= What you need to do =
Could you find every line in the entries below that holds the word "Maule" and copy it?

= Recorded data =
::::::
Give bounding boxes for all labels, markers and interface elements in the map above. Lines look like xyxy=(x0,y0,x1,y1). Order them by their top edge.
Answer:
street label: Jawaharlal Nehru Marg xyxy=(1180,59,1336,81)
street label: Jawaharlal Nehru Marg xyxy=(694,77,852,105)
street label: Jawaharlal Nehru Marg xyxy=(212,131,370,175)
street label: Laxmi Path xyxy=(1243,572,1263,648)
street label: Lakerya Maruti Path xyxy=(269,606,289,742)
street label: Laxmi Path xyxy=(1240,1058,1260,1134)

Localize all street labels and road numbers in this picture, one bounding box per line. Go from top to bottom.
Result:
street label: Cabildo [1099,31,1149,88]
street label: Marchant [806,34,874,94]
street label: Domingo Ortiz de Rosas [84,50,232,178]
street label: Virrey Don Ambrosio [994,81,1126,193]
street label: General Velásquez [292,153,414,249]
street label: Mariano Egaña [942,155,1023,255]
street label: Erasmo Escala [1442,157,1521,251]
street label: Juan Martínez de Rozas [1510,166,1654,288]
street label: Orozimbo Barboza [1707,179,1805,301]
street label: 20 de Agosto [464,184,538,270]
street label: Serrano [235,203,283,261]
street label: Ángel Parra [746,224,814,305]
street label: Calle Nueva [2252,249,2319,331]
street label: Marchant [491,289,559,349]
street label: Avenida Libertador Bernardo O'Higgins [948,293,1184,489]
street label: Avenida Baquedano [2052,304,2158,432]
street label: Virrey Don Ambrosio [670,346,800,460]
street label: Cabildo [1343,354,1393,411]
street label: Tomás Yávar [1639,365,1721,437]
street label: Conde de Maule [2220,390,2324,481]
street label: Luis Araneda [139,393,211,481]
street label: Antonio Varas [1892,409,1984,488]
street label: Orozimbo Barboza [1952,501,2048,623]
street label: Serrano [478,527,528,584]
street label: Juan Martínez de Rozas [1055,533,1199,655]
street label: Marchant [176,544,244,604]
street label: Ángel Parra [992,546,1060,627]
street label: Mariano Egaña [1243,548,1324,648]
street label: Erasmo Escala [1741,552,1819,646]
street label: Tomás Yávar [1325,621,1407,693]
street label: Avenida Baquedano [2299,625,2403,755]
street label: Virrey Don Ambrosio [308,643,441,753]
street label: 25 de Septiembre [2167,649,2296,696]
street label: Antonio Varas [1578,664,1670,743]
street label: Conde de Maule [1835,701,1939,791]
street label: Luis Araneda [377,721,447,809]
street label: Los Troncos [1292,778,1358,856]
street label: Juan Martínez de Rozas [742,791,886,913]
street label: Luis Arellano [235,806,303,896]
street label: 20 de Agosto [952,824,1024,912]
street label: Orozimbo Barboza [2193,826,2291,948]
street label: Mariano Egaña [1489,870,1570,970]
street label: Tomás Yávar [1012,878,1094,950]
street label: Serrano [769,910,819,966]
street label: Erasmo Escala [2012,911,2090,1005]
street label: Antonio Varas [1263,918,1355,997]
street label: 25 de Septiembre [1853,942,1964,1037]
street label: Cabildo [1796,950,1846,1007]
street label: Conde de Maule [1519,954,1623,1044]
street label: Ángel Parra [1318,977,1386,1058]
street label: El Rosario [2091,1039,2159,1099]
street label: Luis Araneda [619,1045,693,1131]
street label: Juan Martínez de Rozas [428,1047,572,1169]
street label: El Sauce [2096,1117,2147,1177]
::::::
= Written solution =
street label: Conde de Maule [2220,390,2324,481]
street label: Conde de Maule [1835,701,1939,791]
street label: Conde de Maule [1519,954,1623,1044]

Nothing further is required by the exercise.